** Data supplied follows **

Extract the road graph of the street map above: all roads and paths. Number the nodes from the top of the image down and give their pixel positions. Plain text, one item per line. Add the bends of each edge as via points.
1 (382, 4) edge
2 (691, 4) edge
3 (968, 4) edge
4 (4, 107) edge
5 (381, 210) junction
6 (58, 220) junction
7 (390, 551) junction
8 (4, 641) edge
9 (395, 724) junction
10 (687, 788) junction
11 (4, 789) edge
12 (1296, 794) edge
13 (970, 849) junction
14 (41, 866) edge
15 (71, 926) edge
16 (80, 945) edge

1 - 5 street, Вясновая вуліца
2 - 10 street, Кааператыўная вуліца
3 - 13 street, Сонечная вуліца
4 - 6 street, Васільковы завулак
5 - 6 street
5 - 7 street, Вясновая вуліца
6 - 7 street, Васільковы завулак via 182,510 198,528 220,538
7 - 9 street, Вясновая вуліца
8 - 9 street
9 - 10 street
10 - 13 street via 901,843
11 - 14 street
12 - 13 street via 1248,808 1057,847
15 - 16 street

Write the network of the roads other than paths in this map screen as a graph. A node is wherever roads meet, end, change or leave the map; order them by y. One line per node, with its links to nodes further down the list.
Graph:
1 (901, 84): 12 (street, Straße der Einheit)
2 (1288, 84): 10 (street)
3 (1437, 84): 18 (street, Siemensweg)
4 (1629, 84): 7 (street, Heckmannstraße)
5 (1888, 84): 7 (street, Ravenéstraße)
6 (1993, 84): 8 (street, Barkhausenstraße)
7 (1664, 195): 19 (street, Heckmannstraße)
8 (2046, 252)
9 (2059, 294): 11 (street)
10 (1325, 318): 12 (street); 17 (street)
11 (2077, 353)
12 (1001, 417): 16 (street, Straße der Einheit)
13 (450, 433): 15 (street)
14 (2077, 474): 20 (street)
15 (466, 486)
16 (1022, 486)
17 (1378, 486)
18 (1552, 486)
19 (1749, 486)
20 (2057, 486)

** End of Data supplied **

• _What the task requires_
Starting at the line that contains "Write the network", copy each line through the last one in the records, exactly, and output nothing else.

• _Exercise solution_
Write the network of the roads other than paths in this map screen as a graph. A node is wherever roads meet, end, change or leave the map; order them by y. One line per node, with its links to nodes further down the list.
Graph:
1 (901, 84): 12 (street, Straße der Einheit)
2 (1288, 84): 10 (street)
3 (1437, 84): 18 (street, Siemensweg)
4 (1629, 84): 7 (street, Heckmannstraße)
5 (1888, 84): 7 (street, Ravenéstraße)
6 (1993, 84): 8 (street, Barkhausenstraße)
7 (1664, 195): 19 (street, Heckmannstraße)
8 (2046, 252)
9 (2059, 294): 11 (street)
10 (1325, 318): 12 (street); 17 (street)
11 (2077, 353)
12 (1001, 417): 16 (street, Straße der Einheit)
13 (450, 433): 15 (street)
14 (2077, 474): 20 (street)
15 (466, 486)
16 (1022, 486)
17 (1378, 486)
18 (1552, 486)
19 (1749, 486)
20 (2057, 486)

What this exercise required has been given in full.